Il ajoute qu’il est bijoutier et que le matin vers 9 h 00, un groupe de gardes de village et de soldats arrivèrent à son magasin, qu’ils dévalisèrent, et le torturèrent sur la place du village. Il nomme Ramazan, du village de Temelli, Nayif et Mahmut, de Dargeçit, et indique qu’il a vu tous les gardes mais ne pourrait pas tous les nommer et que la plupart sont du village de Temelli.

Il fut emmené à la gendarmerie où on lui retira tous ses effets, ses yeux furent bandés et il fut placé dans une cellule. Les occupants de la cellule étaient appelés pour être interrogés. Il cite les noms des personnes qu’il connaissait et qu’il a entendu appeler puis crier pendant qu’elles étaient torturées. Parmi les douze noms qu’il mentionne figurent celui du père du requérant et de sa soeur Fehime. Il précise qu’il y avait d’autres personnes dans la cellule mais qu’il n’a pu les reconnaître car il avait les yeux bandés.

Il ajoute qu’à la gendarmerie, ils ont été gravement torturés et donne des exemples des traitements infligés : coups répétés sous la plante des pieds, trois sortes de pendaisons par les bras, des chocs électriques, introduction d’une matraque dans l’anus puis dans la bouche.

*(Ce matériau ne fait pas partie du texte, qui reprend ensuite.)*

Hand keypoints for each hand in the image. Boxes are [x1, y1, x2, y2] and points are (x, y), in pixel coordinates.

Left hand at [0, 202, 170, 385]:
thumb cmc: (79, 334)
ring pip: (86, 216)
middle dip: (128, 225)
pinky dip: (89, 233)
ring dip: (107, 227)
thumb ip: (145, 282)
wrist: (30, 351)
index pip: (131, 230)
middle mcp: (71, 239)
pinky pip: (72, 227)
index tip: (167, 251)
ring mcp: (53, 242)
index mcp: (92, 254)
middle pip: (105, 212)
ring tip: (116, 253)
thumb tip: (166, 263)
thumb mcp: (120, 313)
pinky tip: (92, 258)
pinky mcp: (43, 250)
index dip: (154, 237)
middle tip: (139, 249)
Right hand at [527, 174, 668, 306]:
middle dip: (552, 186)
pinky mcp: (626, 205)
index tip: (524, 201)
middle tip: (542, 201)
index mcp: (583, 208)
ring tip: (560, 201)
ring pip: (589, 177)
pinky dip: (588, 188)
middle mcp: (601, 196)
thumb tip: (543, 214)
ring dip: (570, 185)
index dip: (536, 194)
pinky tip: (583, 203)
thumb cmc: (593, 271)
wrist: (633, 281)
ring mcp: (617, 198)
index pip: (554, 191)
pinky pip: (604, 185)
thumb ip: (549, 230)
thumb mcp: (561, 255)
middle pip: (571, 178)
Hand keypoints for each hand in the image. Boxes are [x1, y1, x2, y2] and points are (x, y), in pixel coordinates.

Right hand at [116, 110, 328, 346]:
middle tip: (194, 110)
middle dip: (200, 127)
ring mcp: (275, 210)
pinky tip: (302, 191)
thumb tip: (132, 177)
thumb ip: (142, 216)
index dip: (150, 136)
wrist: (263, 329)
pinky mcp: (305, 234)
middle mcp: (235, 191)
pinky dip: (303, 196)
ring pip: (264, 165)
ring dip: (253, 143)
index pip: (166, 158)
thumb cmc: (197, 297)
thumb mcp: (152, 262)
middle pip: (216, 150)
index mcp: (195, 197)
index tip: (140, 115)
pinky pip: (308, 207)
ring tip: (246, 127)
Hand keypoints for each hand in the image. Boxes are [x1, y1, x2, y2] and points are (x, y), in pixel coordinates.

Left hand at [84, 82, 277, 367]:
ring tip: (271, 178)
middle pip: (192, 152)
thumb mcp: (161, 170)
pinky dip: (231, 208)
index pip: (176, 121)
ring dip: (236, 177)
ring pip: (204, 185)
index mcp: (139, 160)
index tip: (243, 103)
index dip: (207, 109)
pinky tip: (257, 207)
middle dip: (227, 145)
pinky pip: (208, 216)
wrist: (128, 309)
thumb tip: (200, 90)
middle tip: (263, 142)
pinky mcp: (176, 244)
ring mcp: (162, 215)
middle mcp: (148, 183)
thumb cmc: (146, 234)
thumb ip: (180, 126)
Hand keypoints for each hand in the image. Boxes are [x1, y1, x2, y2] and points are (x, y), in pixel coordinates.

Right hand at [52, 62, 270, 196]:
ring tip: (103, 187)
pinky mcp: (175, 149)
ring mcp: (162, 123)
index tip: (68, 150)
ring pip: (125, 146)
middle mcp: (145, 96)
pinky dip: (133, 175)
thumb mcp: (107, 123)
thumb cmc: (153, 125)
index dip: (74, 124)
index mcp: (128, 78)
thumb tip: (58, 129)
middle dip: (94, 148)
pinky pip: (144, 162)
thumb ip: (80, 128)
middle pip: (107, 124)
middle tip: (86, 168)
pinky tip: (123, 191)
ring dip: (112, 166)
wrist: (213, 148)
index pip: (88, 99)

Puis ils furent déshabillés, les hommes et les femmes furent rassemblés et on leur retira leurs bandeaux en leur disant de se regarder. Des menaces de mort étaient également constamment proférées.

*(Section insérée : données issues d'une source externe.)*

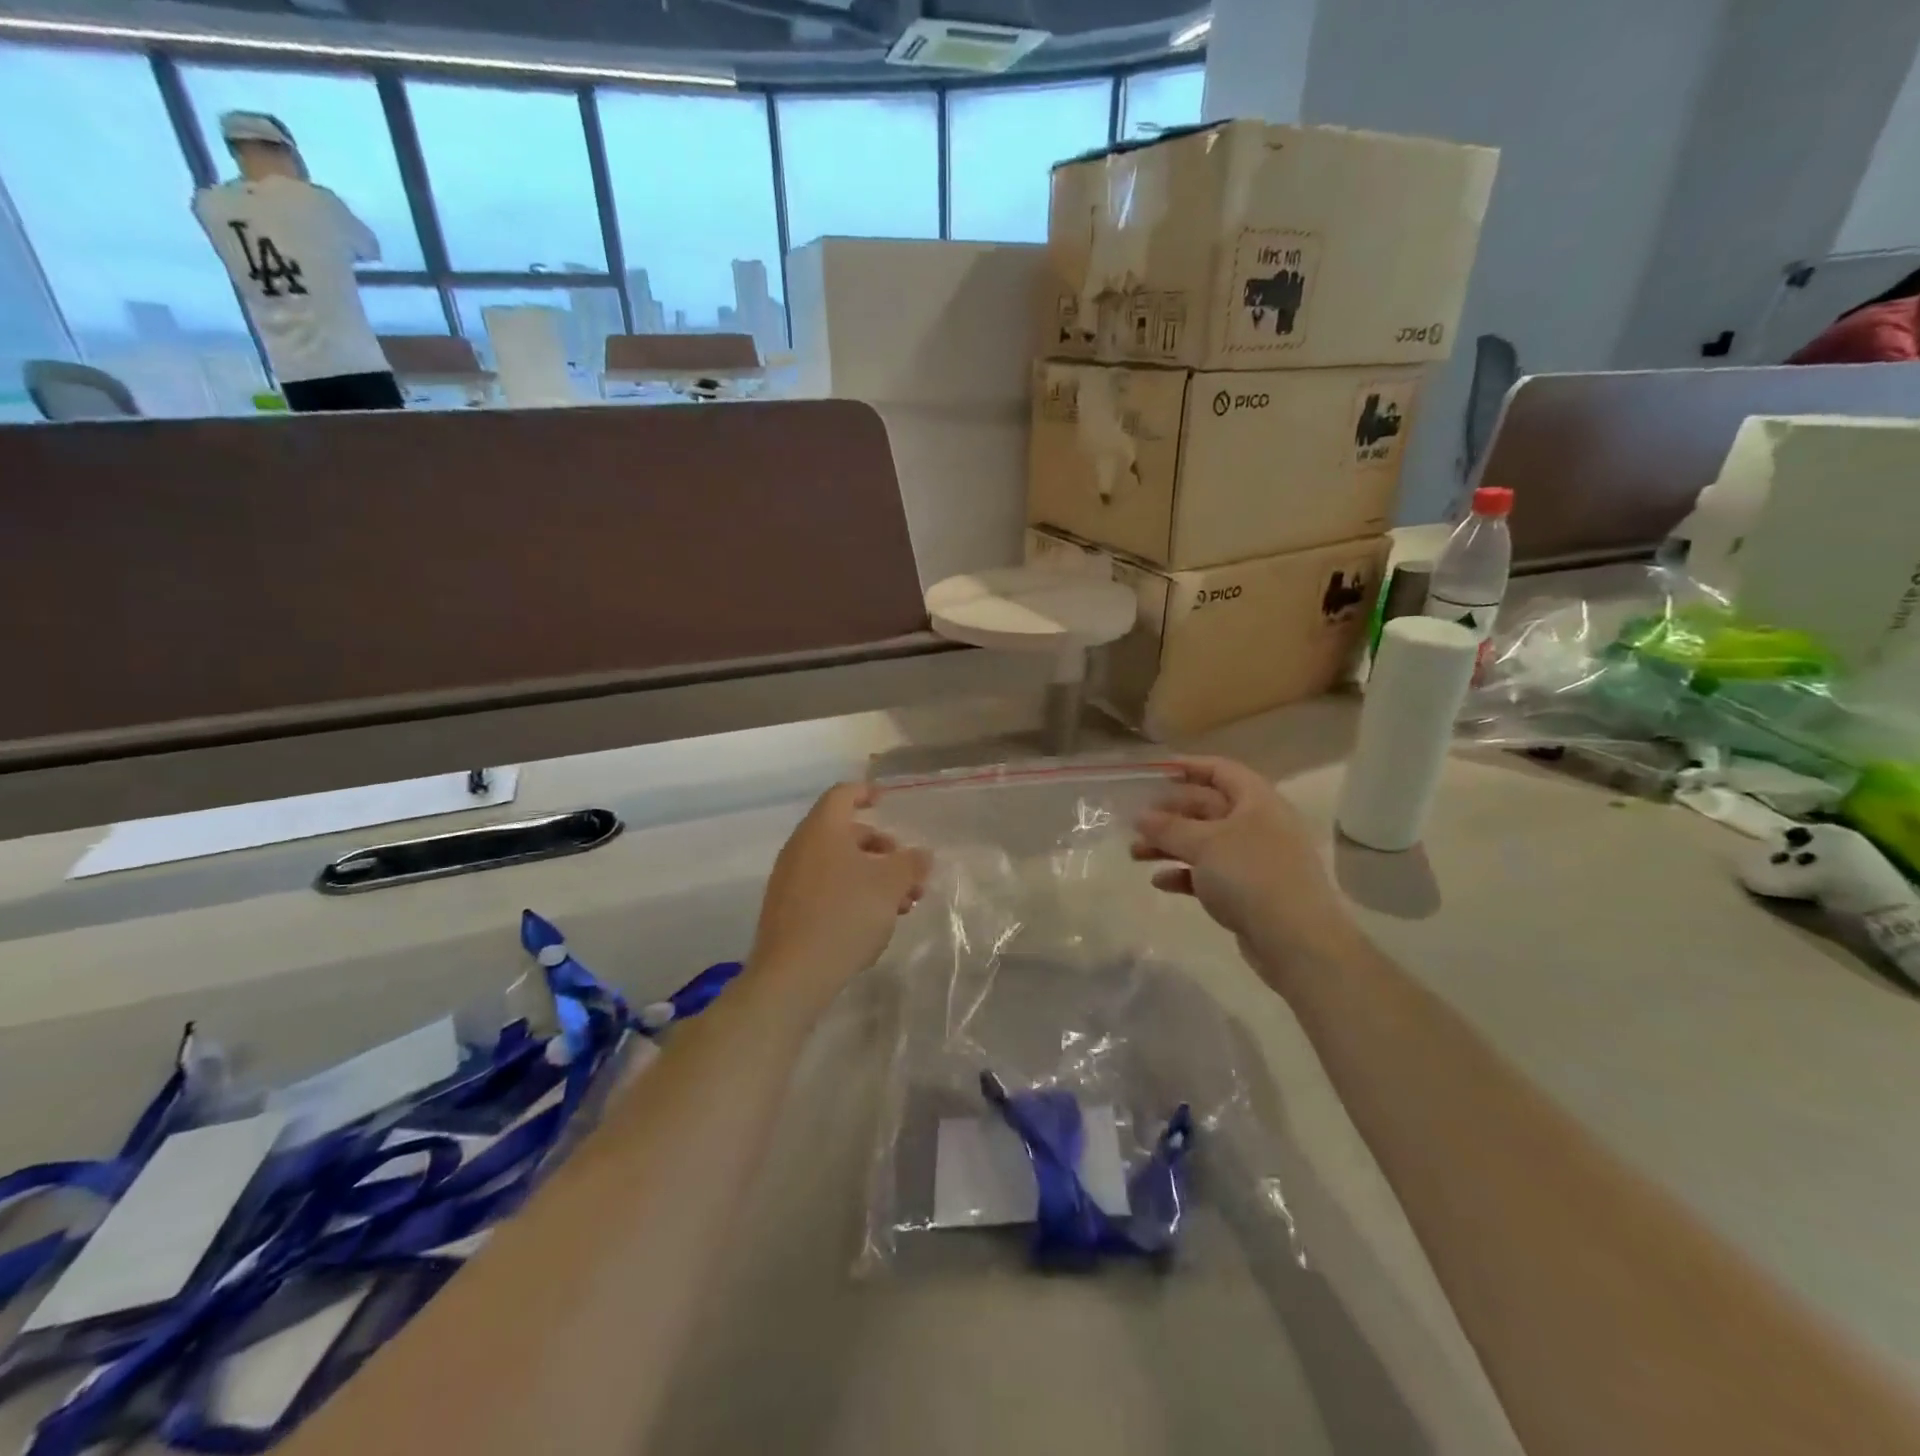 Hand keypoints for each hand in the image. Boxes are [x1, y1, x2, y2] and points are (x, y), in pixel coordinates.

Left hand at [747, 783, 930, 1011]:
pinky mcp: (786, 910)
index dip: (865, 792)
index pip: (842, 795)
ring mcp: (789, 880)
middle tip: (909, 874)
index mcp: (821, 830)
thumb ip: (910, 864)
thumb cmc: (844, 915)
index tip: (886, 800)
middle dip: (882, 849)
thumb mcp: (890, 886)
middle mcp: (800, 848)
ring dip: (871, 877)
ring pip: (838, 865)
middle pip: (845, 834)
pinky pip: (824, 888)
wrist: (792, 975)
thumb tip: (921, 855)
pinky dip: (851, 894)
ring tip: (900, 905)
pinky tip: (872, 923)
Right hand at [1131, 757, 1355, 982]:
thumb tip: (1140, 816)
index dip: (1188, 766)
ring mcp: (1254, 860)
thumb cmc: (1251, 875)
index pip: (1220, 770)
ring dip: (1170, 845)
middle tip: (1136, 821)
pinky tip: (1160, 882)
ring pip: (1205, 843)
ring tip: (1135, 853)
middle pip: (1207, 807)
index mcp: (1257, 801)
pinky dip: (1185, 874)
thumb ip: (1169, 827)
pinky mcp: (1248, 892)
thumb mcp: (1204, 843)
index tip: (1153, 772)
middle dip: (1169, 814)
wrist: (1295, 940)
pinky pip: (1210, 875)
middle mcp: (1258, 825)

Concernant plus spécialement Süleyman Seyhan, le témoin relate qu’il a demandé à un moment donné à aller aux toilettes et que le garde est allé chercher un supérieur. Un moment plus tard, une autre voix a demandé qui voulait aller aux toilettes et les détenus répondirent qu’ils le voulaient tous. Toutefois, il fut demandé à nouveau qui avait fait cette requête en particulier et Süleyman Seyhan répondit que c’était lui. Il lui fut alors répondu, « bien, le moustachu, je t’accompagne, mais en t’emmenant et en te ramenant, je te battrai », ce à quoi Süleyman Seyhan répondit « nous sommes vos prisonniers ». Sur ce, quelqu’un lui demanda pourquoi il avait une aussi grosse moustache et s’il était du PKK. Celui-ci répondit qu’il s’agissait d’une tradition régionale, mais que s’il sortait, cette fois il la raserait. Il lui fut répondu qu’il lui serait difficile de sortir car certains des noms étaient sur la liste noire. Lorsqu’il revint, ils entendirent des voix, dont l’une disait « ce sont tous des terroristes ». Des voix de femmes leur parvinrent ensuite et ils se dirent « ils les torturent à nouveau ». Mais ensuite leur parvinrent des voix disant en kurde « arrêtez de nous toucher » à quoi il fut répondu « mais c’est pour cela que nous vous avons amenées ici ». L’une de ces femmes était Fehime Seyhan. Alors Süleyman protesta en disant que l’une de ces femmes était sa fille.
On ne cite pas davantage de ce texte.